The position and aim of Lucretius, so far as we can gather, is this. He was a man of intense earnestness as a religious reformer, and at the same time the vision of Nature had filled his soul with the majesty of natural law. To him Nature seemed far grander than the old gods of the Pantheon at their mightiest. Moreover, he could not but feel that the consciencenature of man, with its stainless majesty and instinctive abhorrence of wrong, represented something infinitely higher than the old impure, selfish, jealous gods. Conscience, too (though he misunderstood its origin and the source of its authority), told him that they were false. But while he possessed a turn of mind for scientific inquiry, his strongest craving was not to pursue science, but to cast out the superstitious terrors of a false and insufficient creed. He was seriously impressed with the evils of the national religion, and sought on all sides for some philosophical weapon against them. He found this in the Atomic theory, which, no doubt, he had first heard expounded in his student days at Athens. The philosophy of his age found little difficulty in accepting this as a proof that the gods have not created man, and, so far as he is concerned, are powerless for good or evil. He seized eagerly on it, and followed it up with all the strength of his intellect, the more so as he had a natural faculty and decided fondness for such pursuits; but Lucretius is to be viewed primarily as the opponent of Paganism, and only in a secondary sense as a physical inquirer. Even the strong intellectual passion which he shows for scientific research pales before the intense white heat of his human sympathies. Perhaps these are nowhere more strongly shown than in the wonderful description of the sacrifice of Iphigenia. Who that has once read can ever forget that description of the weeping human victim-the young girl

decked with the fillet on her soft hair, like a beast for sacrifice, dropping on the ground in terror when she sees the approving priests, who stand by and conceal the knife, appealing in vain to her father, and at last carried by force to the altar? The scene is painfully vivid. Probably Lucretius may have seen horrible punishments inflicted at Rome for offences against religion. At any rate he uses this story of the past because he believes that the religion of his own day is fit to produce evil deeds and crimes like this and does produce them. If he had drawn but this one picture, its every detail speaking his burning abhorrence of cruelty in religion's name, he had not lived in vain. Indeed this seems to us the noblest, bravest thing that he was allowed to do. Surely when man seeks to propitiate Deity and win his favour by sacrificing his weaker brothers, this is the incarnation of selfishness. Human selfseeking can go no farther. What could Lucretius do but protest against a power like this? The bare picture is enough, but his feeling rises to a climax in the single concluding word,—

"Tantum religio potuit suadere malorum!'

Could there be a God, and leave this appeal unanswered? Not in Lucretius's day did the answer come, not till years after he had died, perhaps, as tradition murmurs, by his own hand and in a moment of despair.
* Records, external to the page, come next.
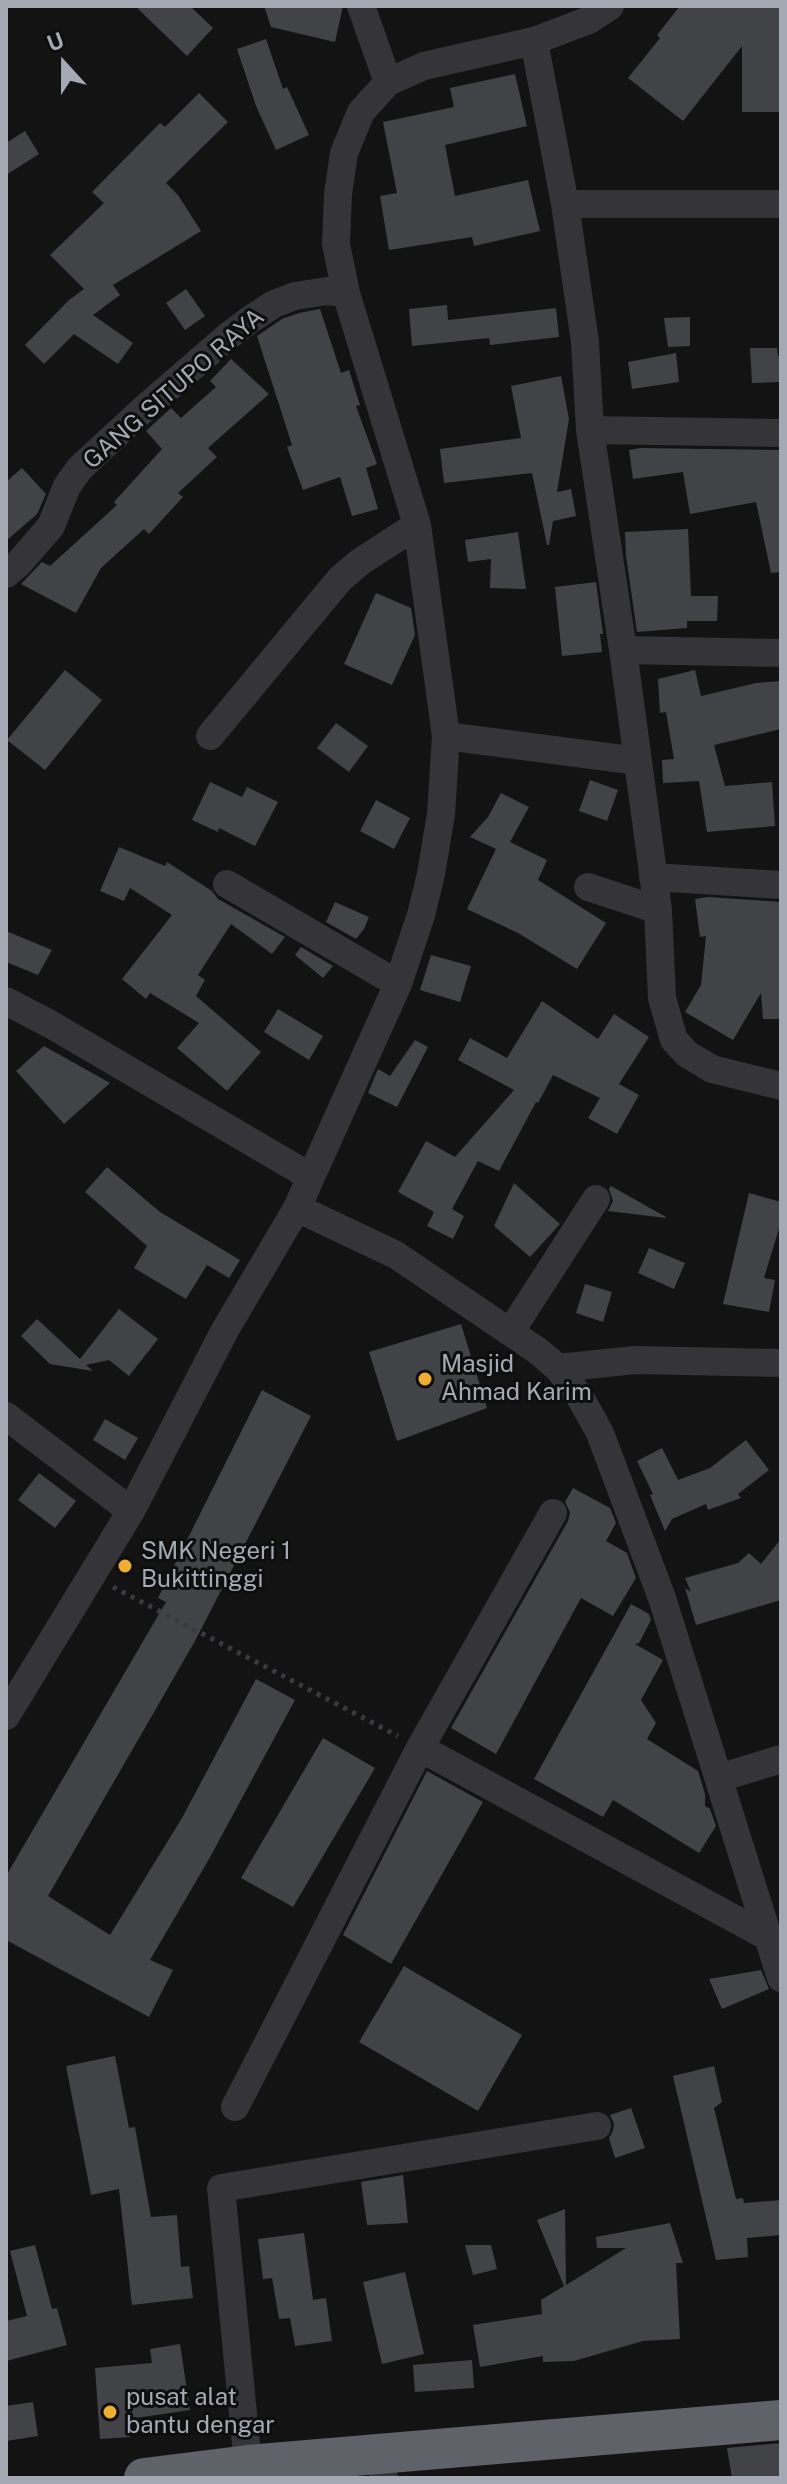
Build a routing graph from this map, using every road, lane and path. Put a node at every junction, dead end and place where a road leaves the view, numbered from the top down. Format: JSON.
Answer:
{"nodes":[{"id":1,"x":361,"y":6,"type":"edge"},
{"id":2,"x":610,"y":6,"type":"edge"},
{"id":3,"x":534,"y":41,"type":"junction"},
{"id":4,"x":388,"y":82,"type":"junction"},
{"id":5,"x":565,"y":204,"type":"junction"},
{"id":6,"x":781,"y":204,"type":"edge"},
{"id":7,"x":346,"y":293,"type":"junction"},
{"id":8,"x":590,"y":430,"type":"junction"},
{"id":9,"x":781,"y":433,"type":"edge"},
{"id":10,"x":417,"y":525,"type":"junction"},
{"id":11,"x":10,"y":561,"type":"edge"},
{"id":12,"x":623,"y":650,"type":"junction"},
{"id":13,"x":781,"y":653,"type":"edge"},
{"id":14,"x":210,"y":736,"type":"dead end"},
{"id":15,"x":446,"y":736,"type":"junction"},
{"id":16,"x":638,"y":761,"type":"junction"},
{"id":17,"x":653,"y":877,"type":"junction"},
{"id":18,"x":227,"y":884,"type":"dead end"},
{"id":19,"x":781,"y":885,"type":"edge"},
{"id":20,"x":588,"y":887,"type":"dead end"},
{"id":21,"x":658,"y":910,"type":"junction"},
{"id":22,"x":398,"y":984,"type":"junction"},
{"id":23,"x":6,"y":1001,"type":"edge"},
{"id":24,"x":781,"y":1086,"type":"edge"},
{"id":25,"x":311,"y":1177,"type":"junction"},
{"id":26,"x":596,"y":1199,"type":"dead end"},
{"id":27,"x":297,"y":1208,"type":"junction"},
{"id":28,"x":511,"y":1331,"type":"junction"},
{"id":29,"x":781,"y":1363,"type":"edge"},
{"id":30,"x":558,"y":1368,"type":"junction"},
{"id":31,"x":6,"y":1416,"type":"edge"},
{"id":32,"x":131,"y":1511,"type":"junction"},
{"id":33,"x":553,"y":1513,"type":"dead end"},
{"id":34,"x":92,"y":1575,"type":"junction"},
{"id":35,"x":6,"y":1716,"type":"edge"},
{"id":36,"x":420,"y":1748,"type":"junction"},
{"id":37,"x":781,"y":1759,"type":"edge"},
{"id":38,"x":719,"y":1778,"type":"junction"},
{"id":39,"x":768,"y":1937,"type":"junction"},
{"id":40,"x":781,"y":1978,"type":"edge"},
{"id":41,"x":235,"y":2107,"type":"dead end"},
{"id":42,"x":597,"y":2126,"type":"dead end"},
{"id":43,"x":781,"y":2420,"type":"edge"},
{"id":44,"x":248,"y":2465,"type":"junction"},
{"id":45,"x":382,"y":2466,"type":"edge"},
{"id":46,"x":144,"y":2478,"type":"edge"}],
"edges":[{"from":1,"to":4,"type":"street"},
{"from":2,"to":3,"type":"street"},
{"from":3,"to":4,"type":"street"},
{"from":3,"to":5,"type":"street"},
{"from":4,"to":7,"type":"street"},
{"from":5,"to":6,"type":"street"},
{"from":5,"to":8,"type":"street"},
{"from":7,"to":10,"type":"street"},
{"from":7,"to":11,"type":"street","name":"GANG SITUPO RAYA"},
{"from":8,"to":9,"type":"street"},
{"from":8,"to":12,"type":"street"},
{"from":10,"to":14,"type":"street"},
{"from":10,"to":15,"type":"street"},
{"from":12,"to":13,"type":"street"},
{"from":12,"to":16,"type":"street"},
{"from":15,"to":16,"type":"street"},
{"from":15,"to":22,"type":"street"},
{"from":16,"to":17,"type":"street"},
{"from":17,"to":19,"type":"street"},
{"from":17,"to":21,"type":"street"},
{"from":18,"to":22,"type":"street"},
{"from":20,"to":21,"type":"street"},
{"from":21,"to":24,"type":"street"},
{"from":22,"to":25,"type":"street"},
{"from":23,"to":25,"type":"street"},
{"from":25,"to":27,"type":"street"},
{"from":26,"to":28,"type":"street"},
{"from":27,"to":28,"type":"street"},
{"from":27,"to":32,"type":"street"},
{"from":28,"to":30,"type":"street"},
{"from":29,"to":30,"type":"street"},
{"from":30,"to":38,"type":"street"},
{"from":31,"to":32,"type":"street"},
{"from":32,"to":34,"type":"street"},
{"from":33,"to":36,"type":"street"},
{"from":34,"to":35,"type":"street"},
{"from":34,"to":36,"type":"path"},
{"from":36,"to":39,"type":"street"},
{"from":36,"to":41,"type":"street"},
{"from":37,"to":38,"type":"street"},
{"from":38,"to":39,"type":"street"},
{"from":39,"to":40,"type":"street"},
{"from":42,"to":44,"type":"street"},
{"from":43,"to":45,"type":"highway"},
{"from":44,"to":45,"type":"highway"},
{"from":44,"to":46,"type":"highway"}]}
Yet an answer did come, and the next generation saw it. Not in vain had he raised against Paganism a voice which could never more be silent. Viewed in a wider horizon, and with reference to the progress of the world, we may look at his poem and even say, 'It is well and 'rightly done,' yet not altogether well for Lucretius himself, for he had done violence to the God-consciousness within him! His aim was to show that the ancient religion, which assigned for natural operations irregular, capricious Divine agents, was contradicted by the newly-discovered majesty and regularity of nature's laws, while the conscience of man remonstrated against the cruelty and wickedness which it sanctioned. And beyond question the poem must have had a mighty power, especially with the thoughtful and imaginative, in destroying the old polytheistic creed, which could never be made new again and had to pass away. Moreover, the poet's conception

He Prepares the Way for a Higher Faith.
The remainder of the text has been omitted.